Etkileşimci Perspektif
Etkileşimci bakış açısı Amerikalı sosyolog George Herbert Mead tarafından geliştirildi. Sosyal etkileşim süreçleriyle anlamın nasıl üretildiğini anlamaya odaklanan mikro-teorik bir yaklaşımdır. Bu bakış açısı, anlamın günlük sosyal etkileşimden kaynaklandığını ve dolayısıyla sosyal bir yapı olduğunu varsayar. Bir diğer önemli teorik bakış açısı, sembolik etkileşim, etkileşimci paradigmadan başka bir Amerikalı Herbert Blumer tarafından geliştirildi.
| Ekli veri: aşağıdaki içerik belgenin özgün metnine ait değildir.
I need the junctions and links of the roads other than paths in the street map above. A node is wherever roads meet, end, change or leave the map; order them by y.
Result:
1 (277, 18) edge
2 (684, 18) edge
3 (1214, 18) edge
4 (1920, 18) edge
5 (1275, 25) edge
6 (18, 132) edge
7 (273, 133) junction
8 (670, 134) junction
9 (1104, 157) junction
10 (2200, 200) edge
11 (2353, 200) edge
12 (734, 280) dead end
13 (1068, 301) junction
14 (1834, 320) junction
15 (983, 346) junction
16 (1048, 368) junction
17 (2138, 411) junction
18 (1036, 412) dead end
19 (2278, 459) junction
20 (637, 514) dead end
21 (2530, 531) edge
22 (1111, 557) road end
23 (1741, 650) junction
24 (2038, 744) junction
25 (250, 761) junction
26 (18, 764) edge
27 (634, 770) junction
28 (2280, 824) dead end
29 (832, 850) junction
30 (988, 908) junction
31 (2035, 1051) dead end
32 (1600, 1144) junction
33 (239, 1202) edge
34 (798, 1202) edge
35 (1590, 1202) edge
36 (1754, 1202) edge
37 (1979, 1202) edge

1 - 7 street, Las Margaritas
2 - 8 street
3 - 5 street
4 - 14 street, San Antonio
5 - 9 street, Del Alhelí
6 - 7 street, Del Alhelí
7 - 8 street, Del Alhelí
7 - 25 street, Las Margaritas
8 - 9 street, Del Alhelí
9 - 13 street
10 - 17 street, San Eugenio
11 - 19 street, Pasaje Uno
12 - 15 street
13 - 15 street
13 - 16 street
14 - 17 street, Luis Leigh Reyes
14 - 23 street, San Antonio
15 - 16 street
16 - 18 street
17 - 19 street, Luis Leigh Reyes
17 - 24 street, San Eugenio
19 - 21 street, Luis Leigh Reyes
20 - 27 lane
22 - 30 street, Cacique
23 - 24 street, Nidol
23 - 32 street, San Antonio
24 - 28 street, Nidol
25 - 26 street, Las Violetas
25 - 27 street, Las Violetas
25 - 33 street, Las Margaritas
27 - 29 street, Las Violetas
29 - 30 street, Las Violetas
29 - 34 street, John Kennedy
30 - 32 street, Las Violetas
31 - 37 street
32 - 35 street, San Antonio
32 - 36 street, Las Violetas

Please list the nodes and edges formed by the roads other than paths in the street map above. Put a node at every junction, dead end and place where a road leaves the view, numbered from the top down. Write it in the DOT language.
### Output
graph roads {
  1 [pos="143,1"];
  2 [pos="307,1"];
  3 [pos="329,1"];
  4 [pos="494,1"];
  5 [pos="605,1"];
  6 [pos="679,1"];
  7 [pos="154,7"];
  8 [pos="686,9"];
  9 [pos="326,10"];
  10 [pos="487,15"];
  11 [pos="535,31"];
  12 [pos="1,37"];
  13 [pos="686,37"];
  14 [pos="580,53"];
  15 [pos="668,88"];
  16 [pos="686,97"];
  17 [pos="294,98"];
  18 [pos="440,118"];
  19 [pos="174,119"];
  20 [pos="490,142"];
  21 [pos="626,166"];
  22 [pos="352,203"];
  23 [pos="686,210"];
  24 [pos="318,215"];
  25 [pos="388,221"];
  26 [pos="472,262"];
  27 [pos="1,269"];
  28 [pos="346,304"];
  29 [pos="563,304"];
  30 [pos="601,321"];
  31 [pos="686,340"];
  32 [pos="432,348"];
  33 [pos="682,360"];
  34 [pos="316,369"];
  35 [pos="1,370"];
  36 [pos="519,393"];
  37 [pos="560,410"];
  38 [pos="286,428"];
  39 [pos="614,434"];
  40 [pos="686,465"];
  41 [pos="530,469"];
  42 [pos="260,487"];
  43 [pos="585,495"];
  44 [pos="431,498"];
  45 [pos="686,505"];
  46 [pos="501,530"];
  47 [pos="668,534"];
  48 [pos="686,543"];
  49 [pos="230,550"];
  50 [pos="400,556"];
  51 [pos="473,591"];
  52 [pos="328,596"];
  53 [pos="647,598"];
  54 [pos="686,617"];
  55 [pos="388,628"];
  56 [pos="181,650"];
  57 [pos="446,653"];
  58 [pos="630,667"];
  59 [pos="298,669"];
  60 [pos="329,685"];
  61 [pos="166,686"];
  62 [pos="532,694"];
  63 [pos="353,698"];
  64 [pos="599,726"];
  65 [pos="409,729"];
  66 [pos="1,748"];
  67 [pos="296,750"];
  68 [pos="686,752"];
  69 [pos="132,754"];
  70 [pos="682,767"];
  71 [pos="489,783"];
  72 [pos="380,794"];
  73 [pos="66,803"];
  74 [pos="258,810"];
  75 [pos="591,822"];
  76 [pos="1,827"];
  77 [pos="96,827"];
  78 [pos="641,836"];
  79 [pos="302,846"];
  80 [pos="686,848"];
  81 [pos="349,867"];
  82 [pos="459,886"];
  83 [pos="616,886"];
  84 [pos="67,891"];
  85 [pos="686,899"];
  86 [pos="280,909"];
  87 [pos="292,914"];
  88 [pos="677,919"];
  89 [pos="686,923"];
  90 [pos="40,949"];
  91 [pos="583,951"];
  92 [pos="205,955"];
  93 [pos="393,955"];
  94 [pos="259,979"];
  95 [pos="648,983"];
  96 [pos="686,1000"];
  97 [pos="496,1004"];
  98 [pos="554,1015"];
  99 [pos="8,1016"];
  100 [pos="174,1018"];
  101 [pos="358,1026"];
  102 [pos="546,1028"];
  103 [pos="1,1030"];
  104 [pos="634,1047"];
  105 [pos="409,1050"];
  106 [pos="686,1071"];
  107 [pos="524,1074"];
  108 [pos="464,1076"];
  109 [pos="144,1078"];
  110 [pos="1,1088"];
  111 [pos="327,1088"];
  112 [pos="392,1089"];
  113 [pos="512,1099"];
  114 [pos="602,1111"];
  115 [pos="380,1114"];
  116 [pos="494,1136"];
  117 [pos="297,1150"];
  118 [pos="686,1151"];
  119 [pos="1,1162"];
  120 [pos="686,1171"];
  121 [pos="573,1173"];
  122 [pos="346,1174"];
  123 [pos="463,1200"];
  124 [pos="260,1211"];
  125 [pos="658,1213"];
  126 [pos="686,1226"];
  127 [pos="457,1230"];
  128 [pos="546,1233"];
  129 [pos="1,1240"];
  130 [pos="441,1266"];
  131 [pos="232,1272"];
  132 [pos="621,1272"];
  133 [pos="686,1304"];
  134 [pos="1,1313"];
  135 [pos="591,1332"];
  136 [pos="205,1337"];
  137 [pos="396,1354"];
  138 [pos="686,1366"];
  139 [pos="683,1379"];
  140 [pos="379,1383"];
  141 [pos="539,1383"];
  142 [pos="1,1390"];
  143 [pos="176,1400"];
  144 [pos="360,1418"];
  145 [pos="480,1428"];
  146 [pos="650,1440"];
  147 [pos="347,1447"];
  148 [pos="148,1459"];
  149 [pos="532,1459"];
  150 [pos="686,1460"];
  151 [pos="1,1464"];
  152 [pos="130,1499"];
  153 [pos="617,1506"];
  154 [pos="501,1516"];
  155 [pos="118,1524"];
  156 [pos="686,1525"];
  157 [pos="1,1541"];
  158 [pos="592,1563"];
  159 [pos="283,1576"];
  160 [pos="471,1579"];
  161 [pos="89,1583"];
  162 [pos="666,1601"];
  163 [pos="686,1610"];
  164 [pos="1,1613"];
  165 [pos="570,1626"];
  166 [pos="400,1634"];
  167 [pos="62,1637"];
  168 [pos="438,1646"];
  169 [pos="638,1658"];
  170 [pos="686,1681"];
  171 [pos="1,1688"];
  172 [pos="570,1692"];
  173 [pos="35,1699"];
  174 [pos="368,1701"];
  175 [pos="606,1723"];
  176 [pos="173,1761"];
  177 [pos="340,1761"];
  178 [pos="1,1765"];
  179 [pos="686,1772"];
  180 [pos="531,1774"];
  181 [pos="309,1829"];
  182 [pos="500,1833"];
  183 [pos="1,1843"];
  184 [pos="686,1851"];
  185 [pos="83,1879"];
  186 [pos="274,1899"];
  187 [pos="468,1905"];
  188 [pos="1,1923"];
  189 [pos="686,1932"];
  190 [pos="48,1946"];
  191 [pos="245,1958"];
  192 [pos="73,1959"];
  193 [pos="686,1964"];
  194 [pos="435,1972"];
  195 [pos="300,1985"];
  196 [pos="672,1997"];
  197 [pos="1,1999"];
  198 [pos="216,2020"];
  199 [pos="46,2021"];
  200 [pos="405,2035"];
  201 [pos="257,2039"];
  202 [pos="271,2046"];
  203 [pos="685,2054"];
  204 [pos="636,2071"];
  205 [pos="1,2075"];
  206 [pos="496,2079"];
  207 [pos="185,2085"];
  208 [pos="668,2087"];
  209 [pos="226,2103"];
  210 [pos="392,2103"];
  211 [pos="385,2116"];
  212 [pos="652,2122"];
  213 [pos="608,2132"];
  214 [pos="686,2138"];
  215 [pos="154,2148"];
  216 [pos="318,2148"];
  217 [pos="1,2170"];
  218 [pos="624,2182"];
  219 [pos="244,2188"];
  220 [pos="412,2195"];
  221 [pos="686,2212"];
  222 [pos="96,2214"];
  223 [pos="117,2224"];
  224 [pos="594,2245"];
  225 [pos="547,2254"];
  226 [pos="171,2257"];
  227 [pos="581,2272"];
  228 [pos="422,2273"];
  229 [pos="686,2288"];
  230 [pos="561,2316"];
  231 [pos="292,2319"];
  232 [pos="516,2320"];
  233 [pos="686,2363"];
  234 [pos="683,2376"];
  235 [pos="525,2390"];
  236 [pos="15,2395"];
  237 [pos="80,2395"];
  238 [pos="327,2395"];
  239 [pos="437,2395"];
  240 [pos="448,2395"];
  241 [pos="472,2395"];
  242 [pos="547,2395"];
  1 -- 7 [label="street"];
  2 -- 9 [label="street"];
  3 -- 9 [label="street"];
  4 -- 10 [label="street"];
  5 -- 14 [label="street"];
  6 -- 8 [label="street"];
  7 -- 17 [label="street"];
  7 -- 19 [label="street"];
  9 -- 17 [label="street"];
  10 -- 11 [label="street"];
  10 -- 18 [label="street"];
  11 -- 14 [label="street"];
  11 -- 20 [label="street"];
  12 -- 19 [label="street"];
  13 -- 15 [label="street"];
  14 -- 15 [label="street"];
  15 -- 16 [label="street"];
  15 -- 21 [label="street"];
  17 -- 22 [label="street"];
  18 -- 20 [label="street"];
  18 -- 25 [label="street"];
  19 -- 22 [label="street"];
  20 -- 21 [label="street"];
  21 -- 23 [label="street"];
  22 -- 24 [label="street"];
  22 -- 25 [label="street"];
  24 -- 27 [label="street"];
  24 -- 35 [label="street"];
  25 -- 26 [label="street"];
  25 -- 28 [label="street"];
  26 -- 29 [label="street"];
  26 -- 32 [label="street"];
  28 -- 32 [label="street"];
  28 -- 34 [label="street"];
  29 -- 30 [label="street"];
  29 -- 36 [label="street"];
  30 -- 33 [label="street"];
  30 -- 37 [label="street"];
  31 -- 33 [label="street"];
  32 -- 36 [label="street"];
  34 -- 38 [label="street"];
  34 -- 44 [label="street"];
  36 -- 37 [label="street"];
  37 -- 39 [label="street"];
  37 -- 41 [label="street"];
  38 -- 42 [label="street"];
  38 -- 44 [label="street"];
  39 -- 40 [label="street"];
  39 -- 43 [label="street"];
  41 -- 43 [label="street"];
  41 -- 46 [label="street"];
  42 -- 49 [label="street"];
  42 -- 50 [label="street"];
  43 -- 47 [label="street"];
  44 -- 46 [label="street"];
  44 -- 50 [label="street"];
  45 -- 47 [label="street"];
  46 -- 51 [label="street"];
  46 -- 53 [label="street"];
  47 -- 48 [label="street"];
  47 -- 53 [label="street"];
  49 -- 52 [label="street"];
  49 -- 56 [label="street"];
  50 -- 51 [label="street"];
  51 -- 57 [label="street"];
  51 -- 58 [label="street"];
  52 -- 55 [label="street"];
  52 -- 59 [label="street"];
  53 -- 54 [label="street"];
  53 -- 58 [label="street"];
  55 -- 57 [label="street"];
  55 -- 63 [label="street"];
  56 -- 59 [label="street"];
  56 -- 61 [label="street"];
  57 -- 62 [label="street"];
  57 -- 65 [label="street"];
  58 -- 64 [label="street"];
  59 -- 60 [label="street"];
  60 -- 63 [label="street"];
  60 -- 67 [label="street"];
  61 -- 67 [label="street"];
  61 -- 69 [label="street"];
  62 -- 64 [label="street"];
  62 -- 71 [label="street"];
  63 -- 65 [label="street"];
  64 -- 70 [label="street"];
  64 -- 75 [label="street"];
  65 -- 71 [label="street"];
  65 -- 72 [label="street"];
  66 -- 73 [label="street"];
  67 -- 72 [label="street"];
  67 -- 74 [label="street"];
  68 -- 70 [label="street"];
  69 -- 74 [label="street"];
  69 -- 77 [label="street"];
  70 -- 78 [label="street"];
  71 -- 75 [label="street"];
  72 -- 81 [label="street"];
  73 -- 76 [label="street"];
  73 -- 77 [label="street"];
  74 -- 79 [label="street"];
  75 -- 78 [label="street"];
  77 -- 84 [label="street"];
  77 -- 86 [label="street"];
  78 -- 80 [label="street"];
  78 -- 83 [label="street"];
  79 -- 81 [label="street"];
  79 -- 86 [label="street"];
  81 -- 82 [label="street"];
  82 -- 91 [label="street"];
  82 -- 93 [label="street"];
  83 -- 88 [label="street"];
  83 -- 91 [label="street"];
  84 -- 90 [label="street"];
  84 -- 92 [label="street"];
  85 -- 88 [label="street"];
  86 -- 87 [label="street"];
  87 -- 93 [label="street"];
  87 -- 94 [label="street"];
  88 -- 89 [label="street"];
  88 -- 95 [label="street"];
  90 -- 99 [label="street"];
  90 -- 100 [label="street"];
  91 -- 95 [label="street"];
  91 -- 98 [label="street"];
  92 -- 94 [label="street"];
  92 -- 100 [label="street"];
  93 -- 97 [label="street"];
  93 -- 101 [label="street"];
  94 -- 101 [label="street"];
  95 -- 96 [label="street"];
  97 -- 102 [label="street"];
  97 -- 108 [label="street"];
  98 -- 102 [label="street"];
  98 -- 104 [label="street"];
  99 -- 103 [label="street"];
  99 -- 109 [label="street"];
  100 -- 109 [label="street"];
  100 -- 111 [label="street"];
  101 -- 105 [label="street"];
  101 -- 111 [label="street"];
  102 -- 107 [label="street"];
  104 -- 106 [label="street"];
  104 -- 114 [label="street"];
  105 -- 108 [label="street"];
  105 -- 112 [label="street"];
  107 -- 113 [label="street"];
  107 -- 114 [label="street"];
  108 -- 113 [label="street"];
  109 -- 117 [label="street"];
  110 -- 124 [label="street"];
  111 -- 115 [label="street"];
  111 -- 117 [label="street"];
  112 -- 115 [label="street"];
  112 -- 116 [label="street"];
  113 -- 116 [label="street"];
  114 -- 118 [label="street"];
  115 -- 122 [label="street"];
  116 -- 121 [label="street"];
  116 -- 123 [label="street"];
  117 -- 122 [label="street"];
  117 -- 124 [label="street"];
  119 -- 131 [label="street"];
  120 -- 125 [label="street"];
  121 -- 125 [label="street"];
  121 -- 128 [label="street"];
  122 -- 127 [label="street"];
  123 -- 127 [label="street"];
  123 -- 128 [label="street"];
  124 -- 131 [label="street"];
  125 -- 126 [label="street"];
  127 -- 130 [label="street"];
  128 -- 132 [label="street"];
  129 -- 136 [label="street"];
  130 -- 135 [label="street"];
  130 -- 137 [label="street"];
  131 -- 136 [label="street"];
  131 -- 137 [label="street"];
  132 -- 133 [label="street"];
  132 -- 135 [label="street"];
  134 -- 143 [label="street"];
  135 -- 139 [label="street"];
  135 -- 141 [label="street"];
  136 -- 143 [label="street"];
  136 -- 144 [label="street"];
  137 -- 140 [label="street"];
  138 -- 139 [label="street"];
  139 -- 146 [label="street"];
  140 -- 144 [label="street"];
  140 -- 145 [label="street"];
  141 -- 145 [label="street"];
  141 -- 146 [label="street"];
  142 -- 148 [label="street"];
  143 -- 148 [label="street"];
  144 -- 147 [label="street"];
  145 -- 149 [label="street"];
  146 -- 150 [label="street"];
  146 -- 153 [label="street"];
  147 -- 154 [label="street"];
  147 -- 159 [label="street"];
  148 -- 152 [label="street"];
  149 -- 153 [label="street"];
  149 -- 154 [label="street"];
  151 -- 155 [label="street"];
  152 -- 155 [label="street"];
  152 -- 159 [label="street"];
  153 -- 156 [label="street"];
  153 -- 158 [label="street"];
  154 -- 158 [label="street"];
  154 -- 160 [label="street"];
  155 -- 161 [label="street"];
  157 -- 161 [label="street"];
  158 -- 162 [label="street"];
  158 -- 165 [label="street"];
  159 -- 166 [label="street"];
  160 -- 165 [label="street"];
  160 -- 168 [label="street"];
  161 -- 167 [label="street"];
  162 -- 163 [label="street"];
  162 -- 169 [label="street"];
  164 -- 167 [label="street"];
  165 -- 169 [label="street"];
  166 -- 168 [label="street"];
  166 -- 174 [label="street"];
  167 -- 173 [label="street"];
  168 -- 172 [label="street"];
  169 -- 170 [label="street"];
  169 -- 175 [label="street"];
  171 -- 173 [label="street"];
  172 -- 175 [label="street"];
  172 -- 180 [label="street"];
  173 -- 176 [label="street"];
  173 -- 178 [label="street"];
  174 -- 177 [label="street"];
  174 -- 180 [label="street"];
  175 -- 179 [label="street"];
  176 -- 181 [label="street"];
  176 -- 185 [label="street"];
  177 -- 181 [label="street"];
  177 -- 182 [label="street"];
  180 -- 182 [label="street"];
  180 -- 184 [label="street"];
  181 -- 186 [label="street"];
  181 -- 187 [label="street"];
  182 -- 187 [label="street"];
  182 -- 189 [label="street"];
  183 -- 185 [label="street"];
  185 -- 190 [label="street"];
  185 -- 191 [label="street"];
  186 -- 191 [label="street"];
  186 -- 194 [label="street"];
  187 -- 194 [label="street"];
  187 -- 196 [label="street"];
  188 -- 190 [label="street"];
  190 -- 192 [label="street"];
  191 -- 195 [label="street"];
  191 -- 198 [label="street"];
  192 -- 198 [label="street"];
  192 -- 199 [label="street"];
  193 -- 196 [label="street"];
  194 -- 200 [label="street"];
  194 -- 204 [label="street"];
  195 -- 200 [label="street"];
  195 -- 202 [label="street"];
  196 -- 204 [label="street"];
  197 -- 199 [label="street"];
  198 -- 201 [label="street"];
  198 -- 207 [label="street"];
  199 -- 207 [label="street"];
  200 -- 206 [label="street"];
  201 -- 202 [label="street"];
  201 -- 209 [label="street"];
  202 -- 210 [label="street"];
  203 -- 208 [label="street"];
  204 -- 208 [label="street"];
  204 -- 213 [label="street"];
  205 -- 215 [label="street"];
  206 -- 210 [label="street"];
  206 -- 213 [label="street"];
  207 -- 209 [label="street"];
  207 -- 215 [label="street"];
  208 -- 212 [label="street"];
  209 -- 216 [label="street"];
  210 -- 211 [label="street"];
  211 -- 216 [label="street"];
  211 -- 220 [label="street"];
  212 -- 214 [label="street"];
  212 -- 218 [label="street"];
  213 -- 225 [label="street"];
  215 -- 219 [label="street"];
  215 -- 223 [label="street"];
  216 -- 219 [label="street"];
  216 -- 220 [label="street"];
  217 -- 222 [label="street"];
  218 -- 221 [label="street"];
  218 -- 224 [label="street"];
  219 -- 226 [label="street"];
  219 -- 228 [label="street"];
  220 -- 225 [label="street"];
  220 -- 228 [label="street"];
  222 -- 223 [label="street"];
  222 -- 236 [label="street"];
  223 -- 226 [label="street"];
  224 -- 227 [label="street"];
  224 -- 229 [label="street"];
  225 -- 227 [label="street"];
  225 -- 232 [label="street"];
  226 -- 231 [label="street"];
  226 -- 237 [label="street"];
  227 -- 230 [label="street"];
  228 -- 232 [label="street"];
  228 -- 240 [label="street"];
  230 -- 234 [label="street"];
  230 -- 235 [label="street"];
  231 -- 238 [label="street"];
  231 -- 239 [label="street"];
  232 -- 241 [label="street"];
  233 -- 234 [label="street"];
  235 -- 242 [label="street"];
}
Bu teori, burada daha fazla bilgi edinebilirsinizbirbirleriyle iletişim kurmak için giyim gibi sembol olarak nasıl kullandığımıza odaklanır; çevremizdekilere nasıl tutarlı bir benlik yarattığımızı, sürdürdüğümüzü ve sunduğumuzu ve sosyal etkileşim yoluyla belirli bir toplum anlayışını ve içinde neler olduğunu nasıl oluşturduğumuzu ve koruduğumuzu.
Çatışma Perspektifi
Çatışma perspektifi den türetilmiştir Karl Marx'ın yazımı ve kaynaklar, statü ve güç toplumdaki gruplar arasında eşit olmayan bir şekilde dağıldığında çatışmaların ortaya çıktığını varsayar. Bu teoriye göre, eşitsizliğe bağlı olarak ortaya çıkan çatışmalar toplumsal değişimi teşvik eden şeydir. Çatışma perspektifinden güç, maddi kaynakların ve servetin, politikanın ve kurumların kontrolü şeklinde olabilir toplumu oluşturur ve kişinin diğerlerine göre sosyal statüsünün bir fonksiyonu olarak ölçülebilir (diğerlerinin yanı sıra ırk, sınıf ve cinsiyette olduğu gibi) bir şeyler). Bu bakış açısıyla ilişkili diğer sosyologlar ve akademisyenler arasında Antonio Gramsci, C. Wright Millsve üyeleri Frankfurt Okulueleştirel teori geliştiren.